# What do you do when you customer's car won't start?



## Merlin7t (Dec 20, 2010)

Hi all.

I run a small team of mobile valeters . We offer a return to showroom condition service predominantly using Auto Glym products.

I have been a reader of this board for several months and have found it a great source of information. A recent experience has me wondering whether there is anyone here who has had had something similar to this happen:

A SAAB 93 Vector (2003) customer asked that I give his car a full valet as he had just bought it.

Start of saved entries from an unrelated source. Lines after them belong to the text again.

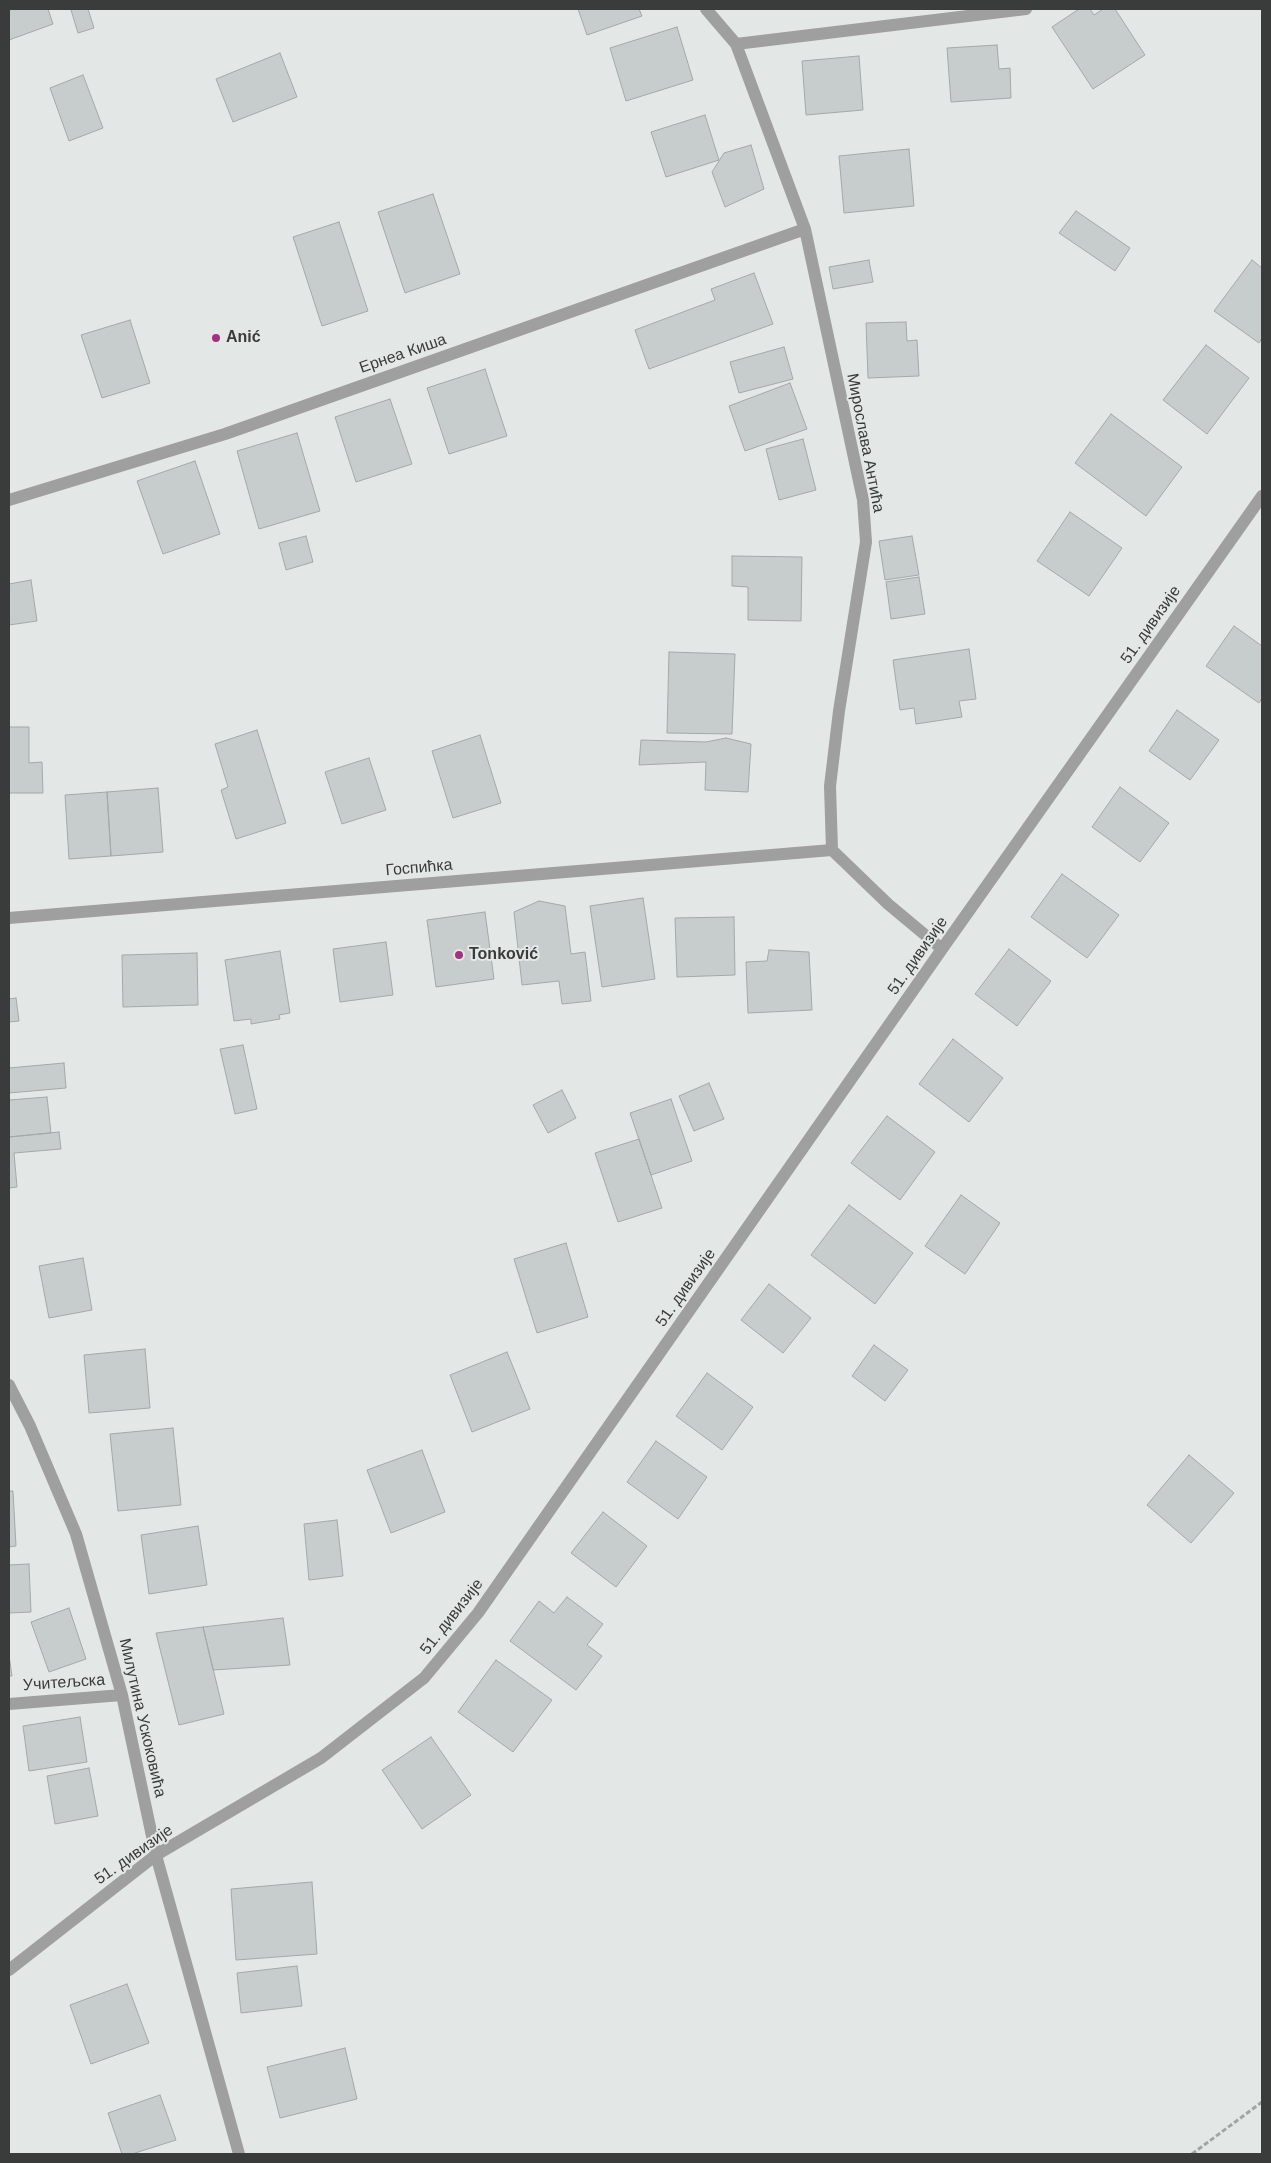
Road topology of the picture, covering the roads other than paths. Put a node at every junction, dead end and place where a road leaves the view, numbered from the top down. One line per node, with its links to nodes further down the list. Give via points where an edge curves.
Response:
1 (706, 9): 3 (street, Мирослава Антића)
2 (1026, 9): 3 (street)
3 (736, 44): 4 (street, Мирослава Антића)
4 (805, 229): 6 (street, Ернеа Киша, via 225,434); 7 (street, Мирослава Антића, via 863,500 866,542 839,711 832,776)
5 (1262, 496): 9 (street, 51. дивизије)
6 (9, 500)
7 (832, 850): 8 (street, Госпићка); 9 (street, via 888,904)
8 (9, 918)
9 (942, 949): 13 (street, 51. дивизије, via 478,1614 424,1678 321,1758)
10 (9, 1385): 11 (street, Милутина Ускоковића, via 76,1534)
11 (122, 1695): 12 (street, Учитељска); 13 (street, Милутина Ускоковића)
12 (9, 1704)
13 (156, 1855): 14 (street, 51. дивизије); 15 (street, Милутина Ускоковића)
14 (9, 1970)
15 (239, 2154)

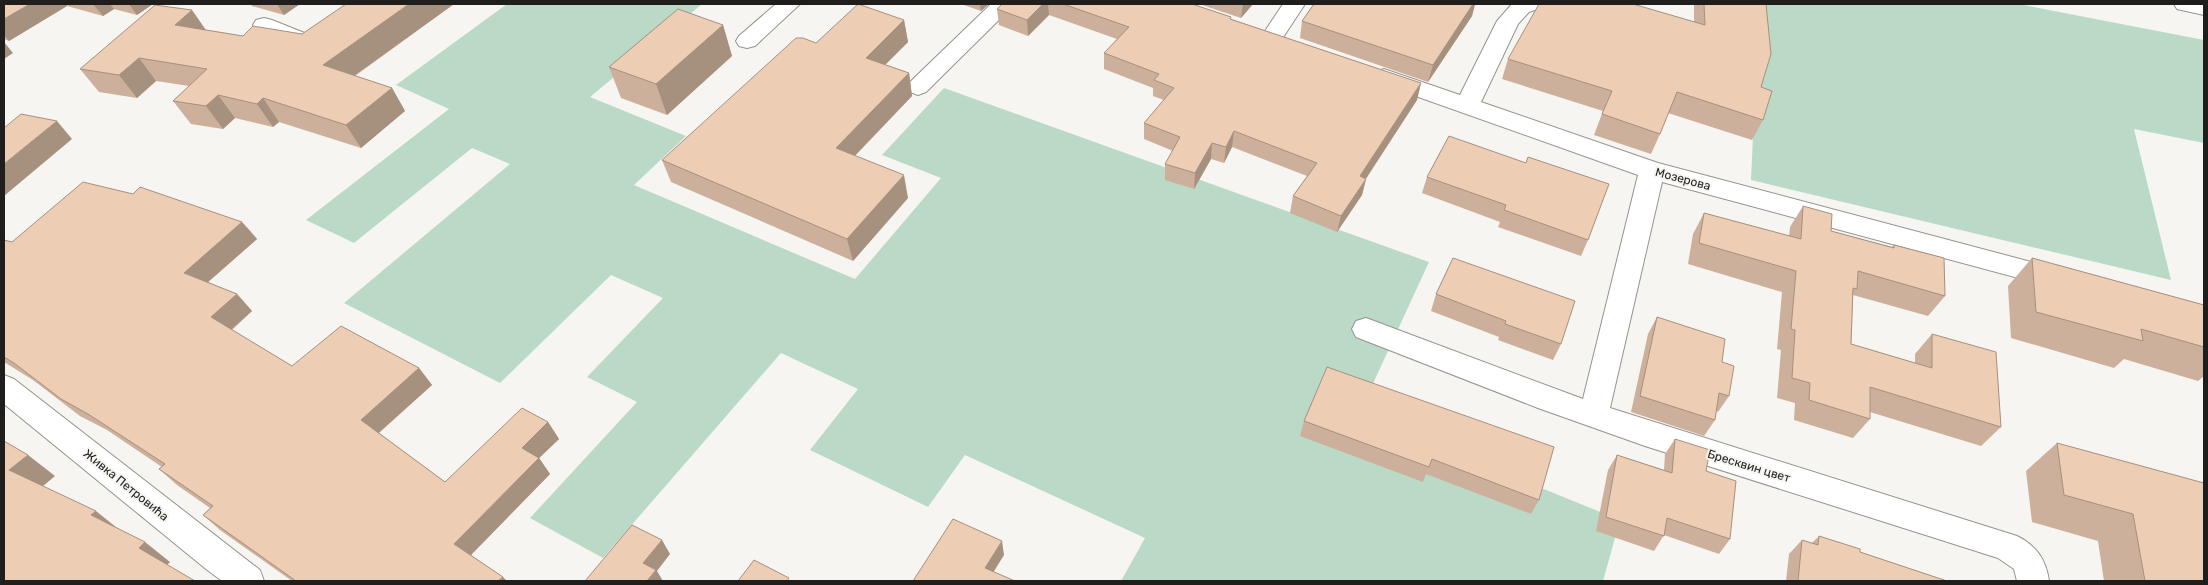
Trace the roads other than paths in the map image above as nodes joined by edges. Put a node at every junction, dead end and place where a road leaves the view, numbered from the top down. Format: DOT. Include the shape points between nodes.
graph roads {
  1 [pos="364,4"];
  2 [pos="789,4"];
  3 [pos="1004,4"];
  4 [pos="1294,4"];
  5 [pos="1530,4"];
  6 [pos="2185,4"];
  7 [pos="2204,8"];
  8 [pos="264,25"];
  9 [pos="1272,37"];
  10 [pos="747,41"];
  11 [pos="1365,70"];
  12 [pos="918,87"];
  13 [pos="1467,106"];
  14 [pos="1652,170"];
  15 [pos="2080,285"];
  16 [pos="1366,329"];
  17 [pos="4,388"];
  18 [pos="1594,415"];
  19 [pos="248,581"];
  20 [pos="2033,581"];
  1 -- 8 [label="street" via="309,43"];
  2 -- 10 [label="street"];
  3 -- 12 [label="street"];
  4 -- 9 [label="street"];
  5 -- 13 [label="street" via="1521,7 1508,20"];
  6 -- 7 [label="street"];
  11 -- 13 [label="street, Мозерова"];
  13 -- 14 [label="street, Мозерова"];
  14 -- 15 [label="street, Мозерова"];
  14 -- 18 [label="street"];
  16 -- 18 [label="street, Бресквин цвет"];
  17 -- 19 [label="street, Живка Петровића"];
  18 -- 20 [label="street, Бресквин цвет" via="2006,546 2021,554 2031,566"];
}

Space was tight near his property so we moved the car to my driveway. Within minutes it began to rain so we erected a marquee but the car would not start. I wanted to move the car undercover so we could continue work. There were plenty of lights showing on the dash and lots of whirring sounds when the ignition was turned on; but nothing from the starter motor. I used a passive supply from my BMW and the SAAB started first time. The valet progressed as normal and we returned the car to the customer.

The next day the customer advised that 2 important computer controllers had been knocked out by the jump start and that I should now pay £1100 to get the parts replaced.

My PL insurance and Motor Traders insurance both say that this sort of incident is not covered.

What would you have done when faced with a car that would not start?


----------



## -damon- (Aug 19, 2010)

i worked for a company and the headgasket went on a car that we valeted but the customer was very reasonable and took no action,it all depends on whether the customer can prove its your fault.


----------



## justina3 (Jan 11, 2008)

guess its up to him to prove that what action you took damaged the units have you tried ringing a saab dealer elsewhere and run the events passed them ie would a jump start knock out modules. 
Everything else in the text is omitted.